United States: Controversial 60 Minutes Segment On "Drive-By" ADA Lawsuits Highlights Negative Aspect Of The Law

Seyfarth Synopsis: Here's our take on Sunday's 60 Minutes episode on "drive-by" abusive ADA Title III lawsuits and the legislative efforts to address them.

60 Minutes aired a segment about ADA Title III "drive-by" lawsuits on Sunday, December 4, which focused on a few of the ways in which the law has been misused by some plaintiffs and their attorneys to make money.  Some disability rights advocates have called the piece a "hit job" on the ADA and "propaganda" for the future Trump Administration's  perceived anti-civil rights agenda.  Others say that by highlighting only the "bad apples," the story "mischaracterized the ADA as an instrument of opportunism" instead of the force that has opened doors for millions of Americans.  These are all fair points, but the 60 Minutes piece does highlight the need for targeted changes which would mitigate the abusive litigation and restore confidence in a very important law.

When Anderson Cooper interviewed our ADA Title III Team Leader, Minh Vu, for the story, it seemed that the piece would seek to uncover the reasons behind the huge year-over-year increase in ADA Title III lawsuits (which we have reported on this blog); whether the cases are legitimate; and whether reform to the law might stop its abuse by a small cadre of plaintiffs' lawyers and their serial plaintiffs.  The final story was much narrower and focused on a small hotel owner who was sued for not having a pool lift by a plaintiff who had never been to his hotel; a California attorney who made millions filing over 2000 lawsuits under the ADA and state law; and two disabled plaintiffs who claim they were recruited by and then deceived by their attorneys who filed and settled lawsuits on their behalf without their knowledge.  The segment also highlighted the fact that the ADA regulations contain "thousands" of detailed requirements for public accommodations facilities that small businesses are not likely to know.

Interestingly, the story did not highlight the most notable "serial plaintiff" stories of the year –  there was no mention of the Arizona lawyer who filed thousands of lawsuits this year alone, prompting that state's Attorney General to intervene and file a motion to dismiss over 1,000 of those cases; nor the Florida serial plaintiff who was exposed as not being disabled; nor the hundreds of demand letters and lawsuits that have been sent and filed by various law firms this year alleging violations of the ADA due to inaccessible websites.

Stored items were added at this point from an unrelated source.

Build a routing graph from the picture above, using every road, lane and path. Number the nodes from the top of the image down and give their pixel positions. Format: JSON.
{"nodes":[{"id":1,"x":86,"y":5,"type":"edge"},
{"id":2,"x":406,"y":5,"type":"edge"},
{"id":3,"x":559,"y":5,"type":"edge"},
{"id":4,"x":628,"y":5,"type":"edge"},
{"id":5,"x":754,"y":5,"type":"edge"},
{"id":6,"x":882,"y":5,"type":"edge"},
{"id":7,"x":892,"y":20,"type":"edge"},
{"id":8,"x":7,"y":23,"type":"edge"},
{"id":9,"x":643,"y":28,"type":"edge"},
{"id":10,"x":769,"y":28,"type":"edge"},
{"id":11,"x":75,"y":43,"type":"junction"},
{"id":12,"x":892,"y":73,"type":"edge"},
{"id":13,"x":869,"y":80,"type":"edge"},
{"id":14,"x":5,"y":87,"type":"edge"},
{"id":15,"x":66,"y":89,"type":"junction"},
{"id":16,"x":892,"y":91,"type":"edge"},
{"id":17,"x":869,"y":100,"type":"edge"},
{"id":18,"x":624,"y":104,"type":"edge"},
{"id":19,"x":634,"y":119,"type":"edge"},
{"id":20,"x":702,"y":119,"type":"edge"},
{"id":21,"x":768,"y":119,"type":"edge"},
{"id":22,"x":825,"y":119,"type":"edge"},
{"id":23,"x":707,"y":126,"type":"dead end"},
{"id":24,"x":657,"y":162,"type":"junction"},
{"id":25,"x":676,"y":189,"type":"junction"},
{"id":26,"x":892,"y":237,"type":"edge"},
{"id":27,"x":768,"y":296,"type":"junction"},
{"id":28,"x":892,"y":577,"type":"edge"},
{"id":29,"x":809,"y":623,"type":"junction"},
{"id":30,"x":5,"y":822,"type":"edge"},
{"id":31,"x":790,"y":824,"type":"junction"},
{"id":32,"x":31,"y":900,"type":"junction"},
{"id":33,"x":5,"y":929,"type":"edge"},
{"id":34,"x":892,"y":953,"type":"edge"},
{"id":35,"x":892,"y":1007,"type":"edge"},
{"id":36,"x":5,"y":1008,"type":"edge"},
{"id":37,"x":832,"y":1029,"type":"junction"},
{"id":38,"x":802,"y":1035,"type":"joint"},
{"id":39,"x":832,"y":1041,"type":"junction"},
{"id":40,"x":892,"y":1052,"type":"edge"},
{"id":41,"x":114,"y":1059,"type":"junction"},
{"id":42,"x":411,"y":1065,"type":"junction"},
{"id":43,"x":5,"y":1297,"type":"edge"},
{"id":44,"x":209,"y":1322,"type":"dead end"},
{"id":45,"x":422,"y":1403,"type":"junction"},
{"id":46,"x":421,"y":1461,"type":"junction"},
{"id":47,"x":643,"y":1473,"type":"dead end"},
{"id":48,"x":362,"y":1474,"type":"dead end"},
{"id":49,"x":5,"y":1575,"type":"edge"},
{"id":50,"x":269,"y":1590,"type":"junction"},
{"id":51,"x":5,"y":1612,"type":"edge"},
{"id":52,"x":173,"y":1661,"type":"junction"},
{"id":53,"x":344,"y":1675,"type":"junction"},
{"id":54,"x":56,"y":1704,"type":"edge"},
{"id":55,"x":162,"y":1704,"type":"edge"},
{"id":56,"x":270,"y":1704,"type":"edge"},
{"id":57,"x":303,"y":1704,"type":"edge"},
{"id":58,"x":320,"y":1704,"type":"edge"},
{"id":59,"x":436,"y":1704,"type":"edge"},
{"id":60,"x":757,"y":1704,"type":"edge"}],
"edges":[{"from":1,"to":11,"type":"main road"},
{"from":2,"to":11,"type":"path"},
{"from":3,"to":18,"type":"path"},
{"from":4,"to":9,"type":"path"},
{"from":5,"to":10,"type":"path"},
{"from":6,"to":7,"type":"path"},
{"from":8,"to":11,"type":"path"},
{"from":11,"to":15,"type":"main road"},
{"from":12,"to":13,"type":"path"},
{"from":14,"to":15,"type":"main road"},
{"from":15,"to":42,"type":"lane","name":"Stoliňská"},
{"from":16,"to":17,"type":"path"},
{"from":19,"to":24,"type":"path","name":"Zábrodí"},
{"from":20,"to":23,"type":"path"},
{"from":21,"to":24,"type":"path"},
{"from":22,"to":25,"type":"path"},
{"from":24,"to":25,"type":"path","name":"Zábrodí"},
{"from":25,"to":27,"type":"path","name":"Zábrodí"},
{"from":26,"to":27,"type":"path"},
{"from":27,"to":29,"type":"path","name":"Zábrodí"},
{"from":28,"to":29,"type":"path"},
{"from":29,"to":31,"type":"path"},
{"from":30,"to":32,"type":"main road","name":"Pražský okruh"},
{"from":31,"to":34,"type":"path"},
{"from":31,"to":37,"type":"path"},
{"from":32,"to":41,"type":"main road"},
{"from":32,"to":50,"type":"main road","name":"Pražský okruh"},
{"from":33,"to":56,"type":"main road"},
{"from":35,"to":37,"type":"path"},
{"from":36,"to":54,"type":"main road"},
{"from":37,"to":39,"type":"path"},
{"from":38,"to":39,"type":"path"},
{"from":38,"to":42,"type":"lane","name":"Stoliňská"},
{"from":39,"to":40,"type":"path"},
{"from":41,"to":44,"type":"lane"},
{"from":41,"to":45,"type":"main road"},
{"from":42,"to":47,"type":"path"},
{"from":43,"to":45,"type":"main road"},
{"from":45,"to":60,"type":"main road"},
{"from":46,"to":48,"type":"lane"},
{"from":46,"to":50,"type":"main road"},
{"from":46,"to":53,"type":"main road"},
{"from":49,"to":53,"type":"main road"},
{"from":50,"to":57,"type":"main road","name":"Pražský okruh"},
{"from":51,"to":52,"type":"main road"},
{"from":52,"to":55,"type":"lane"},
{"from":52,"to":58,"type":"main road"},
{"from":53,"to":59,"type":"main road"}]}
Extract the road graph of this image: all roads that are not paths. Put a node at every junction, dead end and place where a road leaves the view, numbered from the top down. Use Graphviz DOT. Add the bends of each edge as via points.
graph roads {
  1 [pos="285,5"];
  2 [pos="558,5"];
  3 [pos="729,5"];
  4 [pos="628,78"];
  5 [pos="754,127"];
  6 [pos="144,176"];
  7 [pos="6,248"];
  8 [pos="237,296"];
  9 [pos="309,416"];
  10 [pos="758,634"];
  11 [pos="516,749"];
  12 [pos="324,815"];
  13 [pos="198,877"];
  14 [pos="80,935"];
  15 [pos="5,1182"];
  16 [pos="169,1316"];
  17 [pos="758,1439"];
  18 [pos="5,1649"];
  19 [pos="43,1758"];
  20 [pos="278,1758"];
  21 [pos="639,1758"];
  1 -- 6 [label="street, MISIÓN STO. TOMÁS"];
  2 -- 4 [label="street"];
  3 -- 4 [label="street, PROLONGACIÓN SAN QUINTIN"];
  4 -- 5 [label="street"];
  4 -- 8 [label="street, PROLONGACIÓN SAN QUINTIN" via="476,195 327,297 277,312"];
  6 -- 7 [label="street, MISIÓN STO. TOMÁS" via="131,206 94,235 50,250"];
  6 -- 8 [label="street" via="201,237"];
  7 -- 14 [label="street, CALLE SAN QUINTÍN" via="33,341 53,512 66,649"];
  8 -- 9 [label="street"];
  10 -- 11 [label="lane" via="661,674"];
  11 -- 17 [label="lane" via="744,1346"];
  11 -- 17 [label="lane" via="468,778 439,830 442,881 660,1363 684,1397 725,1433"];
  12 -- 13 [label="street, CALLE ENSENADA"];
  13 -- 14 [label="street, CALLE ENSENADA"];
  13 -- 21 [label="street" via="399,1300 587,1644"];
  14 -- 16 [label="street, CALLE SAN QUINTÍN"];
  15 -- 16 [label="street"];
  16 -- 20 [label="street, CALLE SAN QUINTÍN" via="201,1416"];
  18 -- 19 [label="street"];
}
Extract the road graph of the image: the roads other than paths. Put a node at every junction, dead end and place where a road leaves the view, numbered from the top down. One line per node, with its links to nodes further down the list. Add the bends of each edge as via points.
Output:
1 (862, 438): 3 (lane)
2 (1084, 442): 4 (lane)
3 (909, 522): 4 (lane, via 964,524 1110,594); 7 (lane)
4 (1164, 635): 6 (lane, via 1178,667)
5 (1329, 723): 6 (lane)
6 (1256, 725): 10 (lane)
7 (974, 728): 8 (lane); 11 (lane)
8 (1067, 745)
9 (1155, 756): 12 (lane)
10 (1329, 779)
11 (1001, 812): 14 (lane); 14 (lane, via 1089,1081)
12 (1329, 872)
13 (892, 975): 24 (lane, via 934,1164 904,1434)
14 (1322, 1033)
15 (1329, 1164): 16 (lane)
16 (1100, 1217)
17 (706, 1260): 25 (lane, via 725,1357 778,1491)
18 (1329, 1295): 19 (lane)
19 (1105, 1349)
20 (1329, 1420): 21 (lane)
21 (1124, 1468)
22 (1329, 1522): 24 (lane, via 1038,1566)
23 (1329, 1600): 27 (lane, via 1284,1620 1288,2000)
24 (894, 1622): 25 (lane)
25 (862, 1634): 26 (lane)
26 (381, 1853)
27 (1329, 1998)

The subject of these so-called "drive-by" lawsuits elicits strong reactions from businesses, especially small ones, because they are brought by people whose stated interest in patronizing the defendant businesses are highly suspect.  Businesses that are sued could try to get the case dismissed on the theory that the plaintiff has no genuine interest in returning to the business in the future, but filing a motion to dismiss can cost tens of thousands of dollars.  For this reason, most businesses choose to settle the lawsuits for a lesser amount.  Small business owners that do not have the resources to fight the suits are the most vulnerable targets.

Federal and state lawmakers have often pursued reform legislation.  For example, in May and September 2016, California's Governor signed into law two such bills.  On the federal level, in 2015, companion bills called the ADA Education and Reform Act were introduced in the House and Senate. The bills require plaintiffs who want to bring lawsuits about architectural barriers to first provide 60-days' notice to the business owner about the specific barriers that they allege violate the ADA.  No lawsuit can be brought if the business takes action to address the barriers.  The bill also directs the Judicial Conference of the United States to develop a model program to promote alternative dispute resolution mechanisms to resolve such claims.  While opponents of the bill may say that these businesses have had notice of their obligations for over 25 years and should not be getting more notice, the reality is that most business owners are not aware of the very detailed requirements of the ADA Standards for Accessible Design.  A 60-day notice provision would address easily fixed issues such as sink pipes that are not protected, incorrect door hardware, and bathroom dispensers and mirrors that are off by a few inches.  The notice requirement would not prevent lawsuits about more serious barriers which could not be addressed in that period of time.

The ADA Reform Act may well get a boost of momentum from the 60 Minutes story, particularly in a Trump administration.